The strobe of emotion has shrouded us in darkness.

As every textbook admits, the events of the 1900s flabbergasted all with the exposition of mankind’s darkest angels and cruelest demons. Imperial powers accelerated technology for the purpose of mass genocide. Industrial capitalists ruined lives by preferring profit to safe practice. Communist revolutionaries steamrolled millions in pursuit of egalitarianism. It is therefore excusable to practice nihilism—how could life have meaning when its hosts permit omnipresent evil? How could morality matter given the reality of grotesque dehumanization?
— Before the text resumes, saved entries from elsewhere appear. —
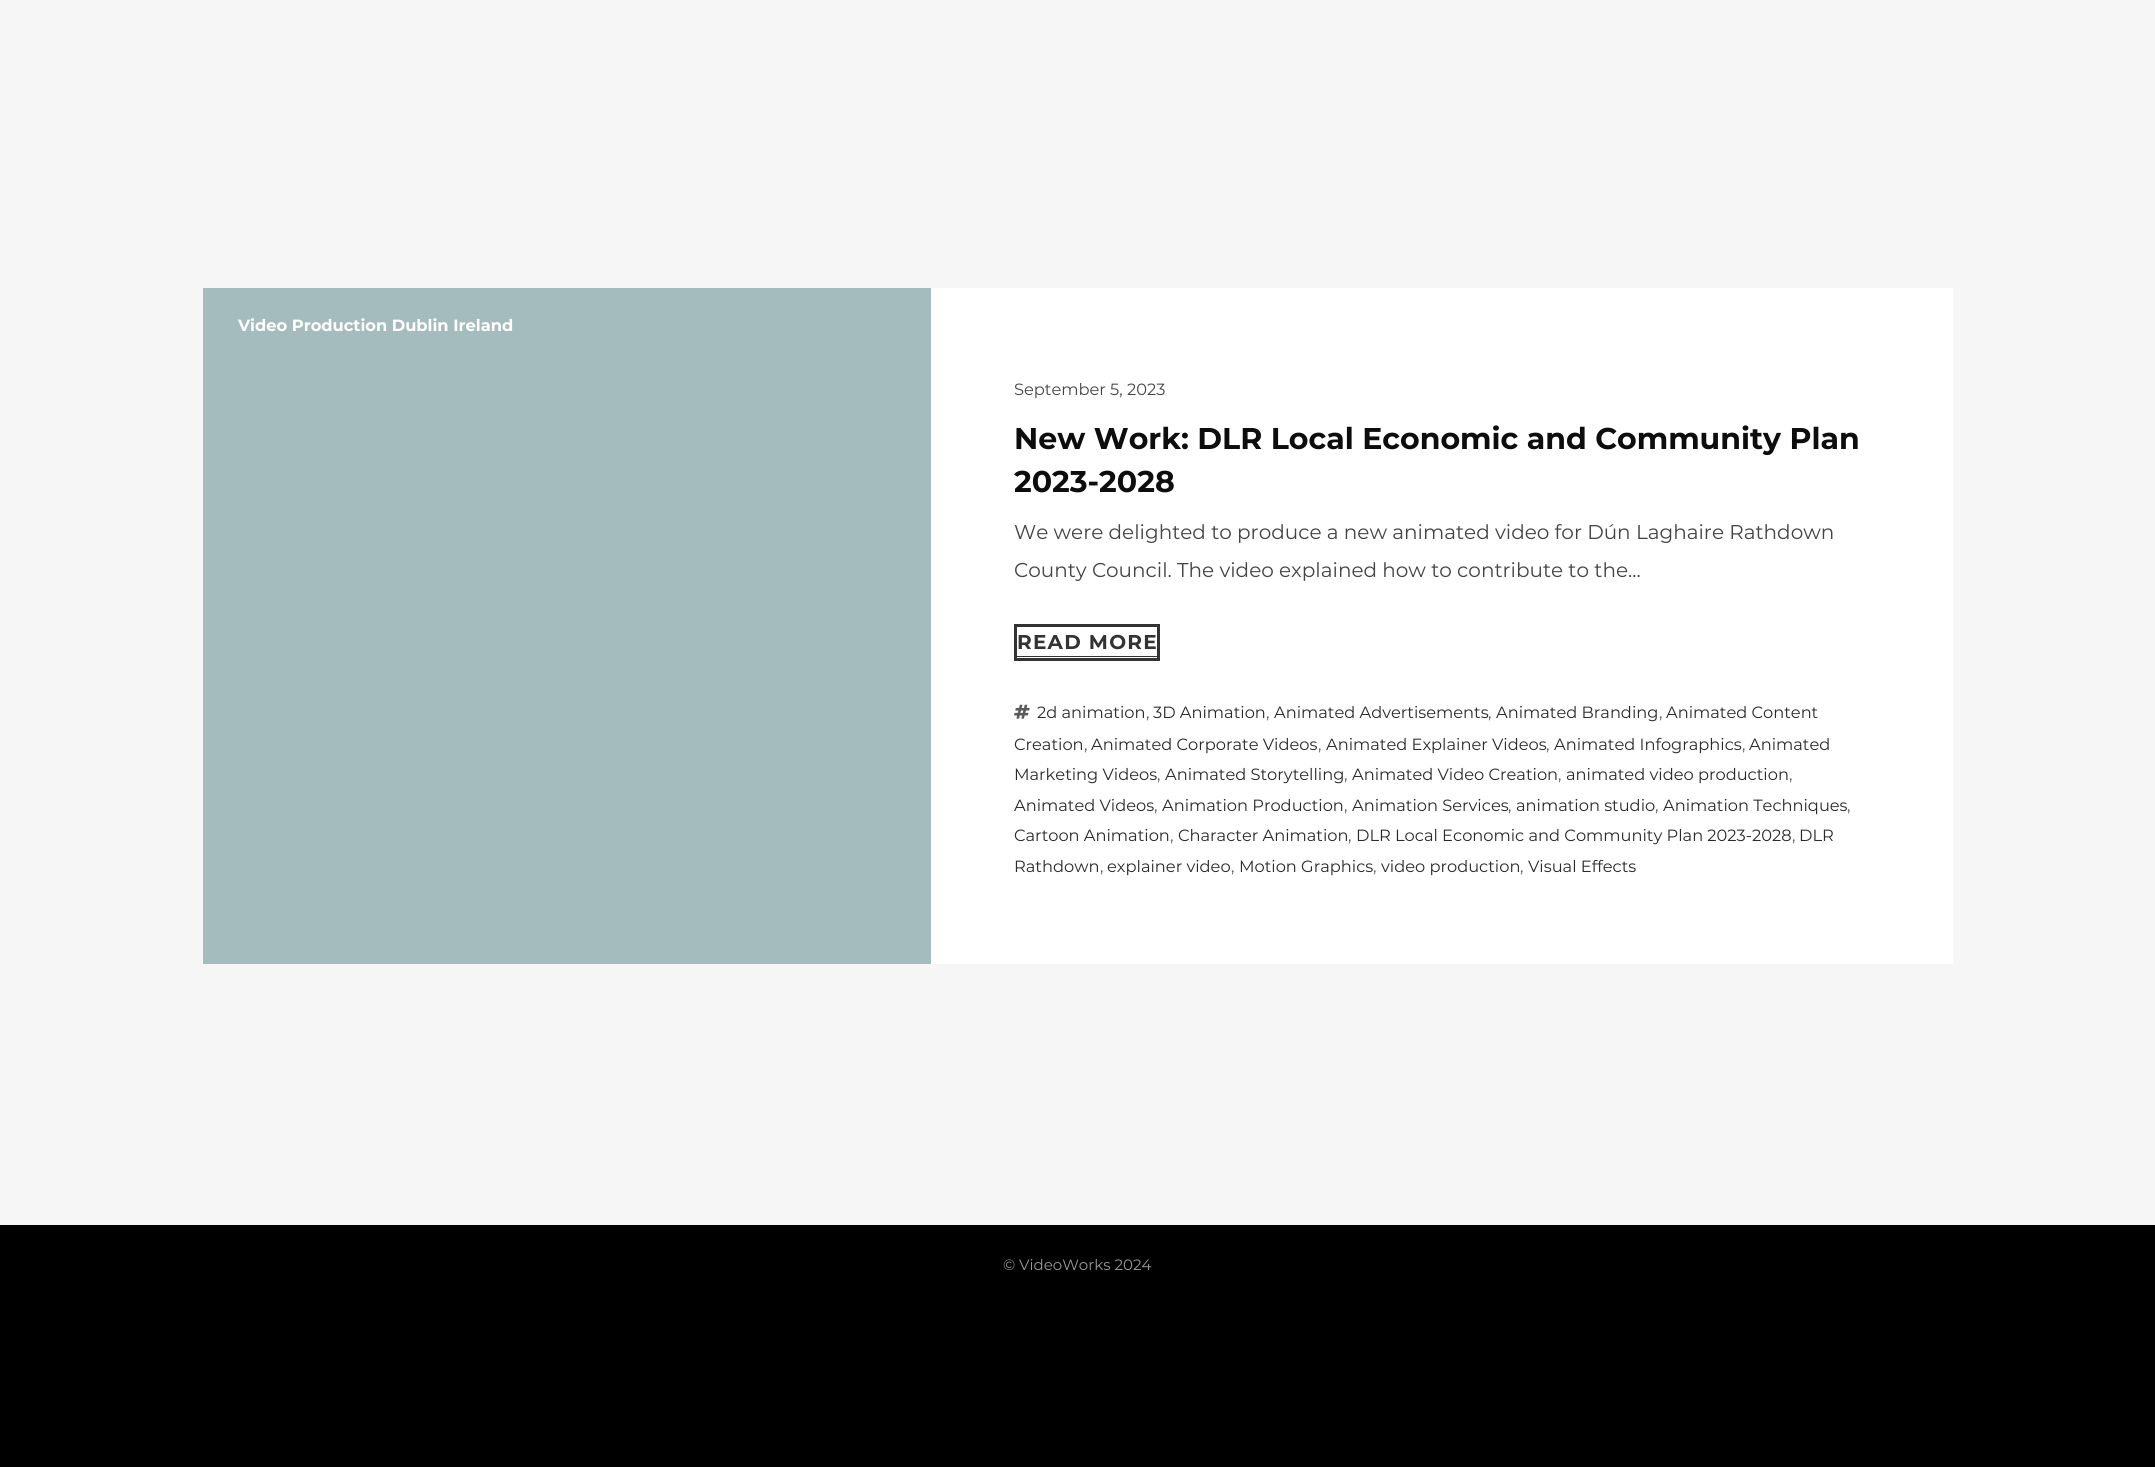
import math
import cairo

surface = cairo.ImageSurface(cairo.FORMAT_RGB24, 2155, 1467)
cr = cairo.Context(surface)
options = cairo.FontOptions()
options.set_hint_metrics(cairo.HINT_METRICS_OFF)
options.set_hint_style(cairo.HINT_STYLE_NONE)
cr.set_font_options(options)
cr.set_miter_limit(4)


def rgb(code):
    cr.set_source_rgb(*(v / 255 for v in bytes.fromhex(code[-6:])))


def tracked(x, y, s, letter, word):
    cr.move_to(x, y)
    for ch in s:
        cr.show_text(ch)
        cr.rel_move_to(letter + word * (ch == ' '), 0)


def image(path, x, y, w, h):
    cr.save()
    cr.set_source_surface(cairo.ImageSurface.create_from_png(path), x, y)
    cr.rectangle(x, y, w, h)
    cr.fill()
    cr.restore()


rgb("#000000")
cr.paint()
for x, y, w, h, color in [
    (0, 0, 2155, 1225, "#f6f6f6"),
    (203, 288, 728, 676, "#a5bcbf"),
    (931, 288, 1022, 676, "#ffffff"),
]:
    rgb(color)
    cr.rectangle(x, y, w, h)
    cr.fill()
cr.rectangle(1015.5, 625.5, 143, 34)
rgb("#333333")
cr.set_line_width(3)
cr.stroke()
cr.rectangle(1016, 656, 142, 1)
cr.fill()
image("img/1.png", 1014, 704, 16, 15)
cr.select_font_face("Montserrat", cairo.FONT_SLANT_NORMAL, cairo.FONT_WEIGHT_BOLD)
cr.set_font_size(16.25)
rgb("#ffffff")
cr.move_to(238, 331)
cr.show_text("Video Production Dublin Ireland")
cr.select_font_face("Montserrat")
rgb("#444444")
cr.move_to(1014, 395)
cr.show_text("September 5, 2023")
cr.select_font_face("Montserrat", cairo.FONT_SLANT_NORMAL, cairo.FONT_WEIGHT_BOLD)
cr.set_font_size(30)
rgb("#0d0d0d")
cr.move_to(1014, 449)
cr.show_text("New Work: DLR Local Economic and Community Plan")
cr.move_to(1014, 492)
cr.show_text("2023-2028")
cr.select_font_face("Montserrat")
cr.set_font_size(20)
rgb("#444444")
cr.move_to(1014, 539)
cr.show_text("We were delighted to produce a new animated video for Dún Laghaire Rathdown")
cr.move_to(1014, 577)
cr.show_text("County Council. The video explained how to contribute to the...")
cr.select_font_face("Montserrat", cairo.FONT_SLANT_NORMAL, cairo.FONT_WEIGHT_BOLD)
rgb("#333333")
tracked(1017, 649, "READ MORE", 1.25, 0)
cr.select_font_face("Montserrat")
cr.set_font_size(16.25)
rgb("#2a2a2a")
cr.move_to(1037, 718)
cr.show_text("2d animation")
rgb("#5a5a5a")
cr.move_to(1146, 718)
cr.show_text(",")
rgb("#2a2a2a")
cr.move_to(1153, 718)
cr.show_text("3D Animation")
rgb("#5a5a5a")
cr.move_to(1266, 718)
cr.show_text(",")
rgb("#2a2a2a")
cr.move_to(1274, 718)
cr.show_text("Animated Advertisements")
rgb("#5a5a5a")
cr.move_to(1488, 718)
cr.show_text(",")
rgb("#2a2a2a")
cr.move_to(1496, 718)
cr.show_text("Animated Branding")
rgb("#5a5a5a")
cr.move_to(1659, 718)
cr.show_text(",")
rgb("#2a2a2a")
cr.move_to(1666, 718)
cr.show_text("Animated Content")
cr.move_to(1014, 750)
cr.show_text("Creation")
rgb("#5a5a5a")
cr.move_to(1084, 750)
cr.show_text(",")
rgb("#2a2a2a")
cr.move_to(1091, 750)
cr.show_text("Animated Corporate Videos")
rgb("#5a5a5a")
cr.move_to(1318, 750)
cr.show_text(",")
rgb("#2a2a2a")
cr.move_to(1326, 750)
cr.show_text("Animated Explainer Videos")
rgb("#5a5a5a")
cr.move_to(1546, 750)
cr.show_text(",")
rgb("#2a2a2a")
cr.move_to(1554, 750)
cr.show_text("Animated Infographics")
rgb("#5a5a5a")
cr.move_to(1742, 750)
cr.show_text(",")
rgb("#2a2a2a")
cr.move_to(1749, 750)
cr.show_text("Animated")
cr.move_to(1014, 780)
cr.show_text("Marketing Videos")
rgb("#5a5a5a")
cr.move_to(1157, 780)
cr.show_text(",")
rgb("#2a2a2a")
cr.move_to(1165, 780)
cr.show_text("Animated Storytelling")
rgb("#5a5a5a")
cr.move_to(1344, 780)
cr.show_text(",")
rgb("#2a2a2a")
cr.move_to(1352, 780)
cr.show_text("Animated Video Creation")
rgb("#5a5a5a")
cr.move_to(1558, 780)
cr.show_text(",")
rgb("#2a2a2a")
cr.move_to(1566, 780)
cr.show_text("animated video production")
rgb("#5a5a5a")
cr.move_to(1789, 780)
cr.show_text(",")
rgb("#2a2a2a")
cr.move_to(1014, 811)
cr.show_text("Animated Videos")
rgb("#5a5a5a")
cr.move_to(1154, 811)
cr.show_text(",")
rgb("#2a2a2a")
cr.move_to(1162, 811)
cr.show_text("Animation Production")
rgb("#5a5a5a")
cr.move_to(1344, 811)
cr.show_text(",")
rgb("#2a2a2a")
cr.move_to(1352, 811)
cr.show_text("Animation Services")
rgb("#5a5a5a")
cr.move_to(1508, 811)
cr.show_text(",")
rgb("#2a2a2a")
cr.move_to(1516, 811)
cr.show_text("animation studio")
rgb("#5a5a5a")
cr.move_to(1655, 811)
cr.show_text(",")
rgb("#2a2a2a")
cr.move_to(1663, 811)
cr.show_text("Animation Techniques")
rgb("#5a5a5a")
cr.move_to(1847, 811)
cr.show_text(",")
rgb("#2a2a2a")
for x, y, s in [
    (1014, 841, "Cartoon Animation"),
    (1178, 841, "Character Animation"),
    (1356, 841, "DLR Local Economic and Community Plan 2023-2028"),
    (1799, 841, "DLR"),
]:
    cr.move_to(x, y)
    cr.show_text(s)
rgb("#5a5a5a")
for x, y, s in [
    (1170, 841, ","),
    (1348, 841, ","),
    (1792, 841, ","),
]:
    cr.move_to(x, y)
    cr.show_text(s)
rgb("#2a2a2a")
cr.move_to(1014, 872)
cr.show_text("Rathdown")
rgb("#5a5a5a")
cr.move_to(1100, 872)
cr.show_text(",")
rgb("#2a2a2a")
cr.move_to(1107, 872)
cr.show_text("explainer video")
rgb("#5a5a5a")
cr.move_to(1231, 872)
cr.show_text(",")
rgb("#2a2a2a")
cr.move_to(1239, 872)
cr.show_text("Motion Graphics")
rgb("#5a5a5a")
cr.move_to(1373, 872)
cr.show_text(",")
rgb("#2a2a2a")
cr.move_to(1381, 872)
cr.show_text("video production")
rgb("#5a5a5a")
cr.move_to(1520, 872)
cr.show_text(",")
rgb("#2a2a2a")
cr.move_to(1528, 872)
cr.show_text("Visual Effects")
cr.set_font_size(15)
rgb("#999999")
cr.move_to(1003, 1270)
cr.show_text("© VideoWorks 2024")
surface.write_to_png("page.png")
When faced with these daunting questions, instead of pursuing answers through the collaborative development of ethical ideology, the sore losers of the 1900s sought to all but destroy the concept of philosophy and relieve themselves of the onus to explain the nature of humanity in provable terms. Regrettably, we are now in the age of subjectivity, malleability and relativism. Just as the 20th century was a bloody battlefield on which the promises of revolutionary change sought to fell longstanding tradition, the 21st century will continue to see emotion attempt to dethrone logic. Whether postmodernism prevails will depend on a consequential question: are we rational actors in an objective world, or are we truly irrational, guided by whims under the false pretense of reason? It is up to the reasonable to decide.